PROMPT »
Check each line below for the word "AVENUE". How many have it? Answer with the number only.

========================

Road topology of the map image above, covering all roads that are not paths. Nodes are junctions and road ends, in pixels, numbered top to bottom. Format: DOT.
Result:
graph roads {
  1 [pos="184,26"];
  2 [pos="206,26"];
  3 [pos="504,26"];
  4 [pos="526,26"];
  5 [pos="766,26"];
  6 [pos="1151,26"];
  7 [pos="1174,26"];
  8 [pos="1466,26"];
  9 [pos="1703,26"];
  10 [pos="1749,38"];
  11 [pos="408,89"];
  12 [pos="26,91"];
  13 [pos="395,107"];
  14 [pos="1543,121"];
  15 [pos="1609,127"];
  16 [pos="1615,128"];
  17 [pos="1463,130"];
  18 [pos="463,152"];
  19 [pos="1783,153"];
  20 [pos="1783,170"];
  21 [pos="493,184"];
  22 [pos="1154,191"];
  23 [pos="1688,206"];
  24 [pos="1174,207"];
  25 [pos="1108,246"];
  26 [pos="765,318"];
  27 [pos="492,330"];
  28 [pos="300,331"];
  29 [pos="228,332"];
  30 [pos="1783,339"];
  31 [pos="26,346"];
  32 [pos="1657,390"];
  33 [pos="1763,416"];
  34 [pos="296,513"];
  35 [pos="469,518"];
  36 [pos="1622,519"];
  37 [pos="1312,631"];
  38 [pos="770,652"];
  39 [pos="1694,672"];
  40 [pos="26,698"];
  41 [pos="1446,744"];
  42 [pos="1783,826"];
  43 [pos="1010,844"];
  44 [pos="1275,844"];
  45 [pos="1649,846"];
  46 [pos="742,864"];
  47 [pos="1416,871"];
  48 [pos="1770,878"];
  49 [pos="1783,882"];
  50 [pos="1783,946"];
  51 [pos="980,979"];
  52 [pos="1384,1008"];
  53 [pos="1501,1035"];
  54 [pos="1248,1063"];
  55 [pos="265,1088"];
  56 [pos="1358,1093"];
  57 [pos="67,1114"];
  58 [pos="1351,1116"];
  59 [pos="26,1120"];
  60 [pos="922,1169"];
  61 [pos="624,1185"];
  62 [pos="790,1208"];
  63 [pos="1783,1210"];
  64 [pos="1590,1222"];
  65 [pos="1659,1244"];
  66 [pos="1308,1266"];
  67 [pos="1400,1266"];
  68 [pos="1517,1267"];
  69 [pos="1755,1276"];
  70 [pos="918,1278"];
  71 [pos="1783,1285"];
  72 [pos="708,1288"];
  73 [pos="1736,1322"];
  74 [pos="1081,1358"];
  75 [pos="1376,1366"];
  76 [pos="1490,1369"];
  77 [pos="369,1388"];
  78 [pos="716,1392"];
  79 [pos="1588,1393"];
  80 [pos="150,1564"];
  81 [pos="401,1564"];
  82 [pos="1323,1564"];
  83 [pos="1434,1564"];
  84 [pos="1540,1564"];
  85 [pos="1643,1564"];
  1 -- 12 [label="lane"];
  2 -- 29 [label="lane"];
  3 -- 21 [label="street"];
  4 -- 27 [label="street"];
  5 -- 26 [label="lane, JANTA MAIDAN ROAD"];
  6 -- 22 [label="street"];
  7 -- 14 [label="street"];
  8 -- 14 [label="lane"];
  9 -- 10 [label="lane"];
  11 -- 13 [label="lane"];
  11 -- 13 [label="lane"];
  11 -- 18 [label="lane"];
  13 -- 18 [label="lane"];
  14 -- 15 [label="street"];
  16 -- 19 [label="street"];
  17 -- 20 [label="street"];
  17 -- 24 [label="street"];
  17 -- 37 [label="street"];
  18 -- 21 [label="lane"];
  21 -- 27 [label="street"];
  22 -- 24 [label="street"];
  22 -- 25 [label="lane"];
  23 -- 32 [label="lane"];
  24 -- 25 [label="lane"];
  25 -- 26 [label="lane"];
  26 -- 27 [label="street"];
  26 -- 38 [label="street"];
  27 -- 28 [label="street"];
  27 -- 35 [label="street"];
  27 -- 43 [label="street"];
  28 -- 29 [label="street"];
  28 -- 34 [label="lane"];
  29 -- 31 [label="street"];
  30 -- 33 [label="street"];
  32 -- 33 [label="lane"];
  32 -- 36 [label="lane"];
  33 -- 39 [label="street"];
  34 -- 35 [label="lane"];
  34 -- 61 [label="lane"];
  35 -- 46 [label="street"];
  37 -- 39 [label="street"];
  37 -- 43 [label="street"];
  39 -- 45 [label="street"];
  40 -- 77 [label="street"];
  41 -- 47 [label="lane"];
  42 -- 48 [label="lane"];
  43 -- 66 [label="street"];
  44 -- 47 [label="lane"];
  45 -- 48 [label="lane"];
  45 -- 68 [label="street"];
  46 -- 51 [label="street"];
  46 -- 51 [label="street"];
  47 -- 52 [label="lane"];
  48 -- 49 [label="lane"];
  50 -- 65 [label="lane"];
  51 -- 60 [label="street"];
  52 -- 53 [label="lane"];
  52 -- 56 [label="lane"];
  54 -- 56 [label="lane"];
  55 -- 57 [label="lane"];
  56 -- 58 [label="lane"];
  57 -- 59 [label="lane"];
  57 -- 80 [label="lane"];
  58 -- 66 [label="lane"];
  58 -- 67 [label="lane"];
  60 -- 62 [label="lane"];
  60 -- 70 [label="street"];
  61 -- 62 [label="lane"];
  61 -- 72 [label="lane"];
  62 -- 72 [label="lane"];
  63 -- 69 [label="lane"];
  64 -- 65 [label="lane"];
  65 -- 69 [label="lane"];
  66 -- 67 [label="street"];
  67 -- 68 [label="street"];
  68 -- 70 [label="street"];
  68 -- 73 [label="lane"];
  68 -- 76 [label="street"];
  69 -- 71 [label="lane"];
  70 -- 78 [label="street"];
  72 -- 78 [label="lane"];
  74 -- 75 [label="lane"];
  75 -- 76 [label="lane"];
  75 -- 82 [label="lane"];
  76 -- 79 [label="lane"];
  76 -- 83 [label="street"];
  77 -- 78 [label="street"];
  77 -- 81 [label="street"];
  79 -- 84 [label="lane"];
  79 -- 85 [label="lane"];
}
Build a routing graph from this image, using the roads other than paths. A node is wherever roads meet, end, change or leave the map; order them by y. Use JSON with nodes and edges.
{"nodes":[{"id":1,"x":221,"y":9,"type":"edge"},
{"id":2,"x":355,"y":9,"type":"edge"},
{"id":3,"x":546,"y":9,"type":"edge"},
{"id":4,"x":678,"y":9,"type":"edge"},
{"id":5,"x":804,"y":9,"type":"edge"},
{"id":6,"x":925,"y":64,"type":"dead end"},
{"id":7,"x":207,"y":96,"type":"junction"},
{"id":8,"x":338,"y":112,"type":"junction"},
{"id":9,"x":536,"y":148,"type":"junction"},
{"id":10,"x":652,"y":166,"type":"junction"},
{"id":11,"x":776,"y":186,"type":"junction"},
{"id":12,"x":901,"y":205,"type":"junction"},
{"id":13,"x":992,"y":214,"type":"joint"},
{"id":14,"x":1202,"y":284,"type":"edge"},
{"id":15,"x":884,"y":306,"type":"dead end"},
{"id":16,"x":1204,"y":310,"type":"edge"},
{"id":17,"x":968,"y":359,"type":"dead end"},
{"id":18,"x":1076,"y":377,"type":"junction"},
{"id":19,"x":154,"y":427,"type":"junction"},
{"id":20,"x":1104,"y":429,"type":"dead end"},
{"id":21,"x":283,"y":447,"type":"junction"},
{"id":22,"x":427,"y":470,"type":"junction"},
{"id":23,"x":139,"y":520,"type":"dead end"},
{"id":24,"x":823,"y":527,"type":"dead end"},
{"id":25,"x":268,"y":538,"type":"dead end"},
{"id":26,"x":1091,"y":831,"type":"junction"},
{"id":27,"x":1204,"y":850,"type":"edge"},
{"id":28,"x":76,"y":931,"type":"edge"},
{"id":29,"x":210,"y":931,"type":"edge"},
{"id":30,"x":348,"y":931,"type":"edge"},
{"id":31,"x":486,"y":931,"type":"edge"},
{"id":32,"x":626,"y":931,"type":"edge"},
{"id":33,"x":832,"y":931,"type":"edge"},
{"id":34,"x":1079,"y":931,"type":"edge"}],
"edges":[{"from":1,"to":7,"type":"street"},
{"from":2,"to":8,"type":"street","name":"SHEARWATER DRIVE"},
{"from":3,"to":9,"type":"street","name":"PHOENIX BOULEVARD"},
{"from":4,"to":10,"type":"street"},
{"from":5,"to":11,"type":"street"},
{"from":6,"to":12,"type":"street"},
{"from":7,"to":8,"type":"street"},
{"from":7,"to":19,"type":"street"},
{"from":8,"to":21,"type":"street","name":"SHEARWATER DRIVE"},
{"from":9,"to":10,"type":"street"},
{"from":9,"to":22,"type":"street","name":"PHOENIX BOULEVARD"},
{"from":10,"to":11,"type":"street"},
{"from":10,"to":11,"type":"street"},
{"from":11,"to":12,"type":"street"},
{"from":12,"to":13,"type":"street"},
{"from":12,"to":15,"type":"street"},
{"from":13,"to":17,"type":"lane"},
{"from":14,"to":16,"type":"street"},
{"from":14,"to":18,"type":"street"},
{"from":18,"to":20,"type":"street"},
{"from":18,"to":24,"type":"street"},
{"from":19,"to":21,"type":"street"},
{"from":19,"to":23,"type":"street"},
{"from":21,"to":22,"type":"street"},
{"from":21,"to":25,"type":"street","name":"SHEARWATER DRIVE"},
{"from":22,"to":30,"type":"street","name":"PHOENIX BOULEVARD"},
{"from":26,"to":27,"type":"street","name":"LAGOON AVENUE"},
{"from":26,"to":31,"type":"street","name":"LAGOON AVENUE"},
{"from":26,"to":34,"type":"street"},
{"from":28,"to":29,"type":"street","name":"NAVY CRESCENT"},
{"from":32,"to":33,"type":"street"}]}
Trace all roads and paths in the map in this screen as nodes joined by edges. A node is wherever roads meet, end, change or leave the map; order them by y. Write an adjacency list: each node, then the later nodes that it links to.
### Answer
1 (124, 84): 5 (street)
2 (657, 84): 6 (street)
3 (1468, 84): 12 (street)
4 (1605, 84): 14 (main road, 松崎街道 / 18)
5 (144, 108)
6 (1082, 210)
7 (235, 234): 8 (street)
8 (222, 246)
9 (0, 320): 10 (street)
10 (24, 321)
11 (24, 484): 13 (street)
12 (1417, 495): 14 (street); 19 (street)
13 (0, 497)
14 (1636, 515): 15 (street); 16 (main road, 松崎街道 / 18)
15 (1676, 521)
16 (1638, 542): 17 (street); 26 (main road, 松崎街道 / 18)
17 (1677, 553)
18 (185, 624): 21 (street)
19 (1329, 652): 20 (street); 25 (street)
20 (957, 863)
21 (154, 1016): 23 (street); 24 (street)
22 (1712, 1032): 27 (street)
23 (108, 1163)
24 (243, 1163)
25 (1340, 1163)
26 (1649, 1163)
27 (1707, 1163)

========================

SOLUTION TO THE PROBLEM »
2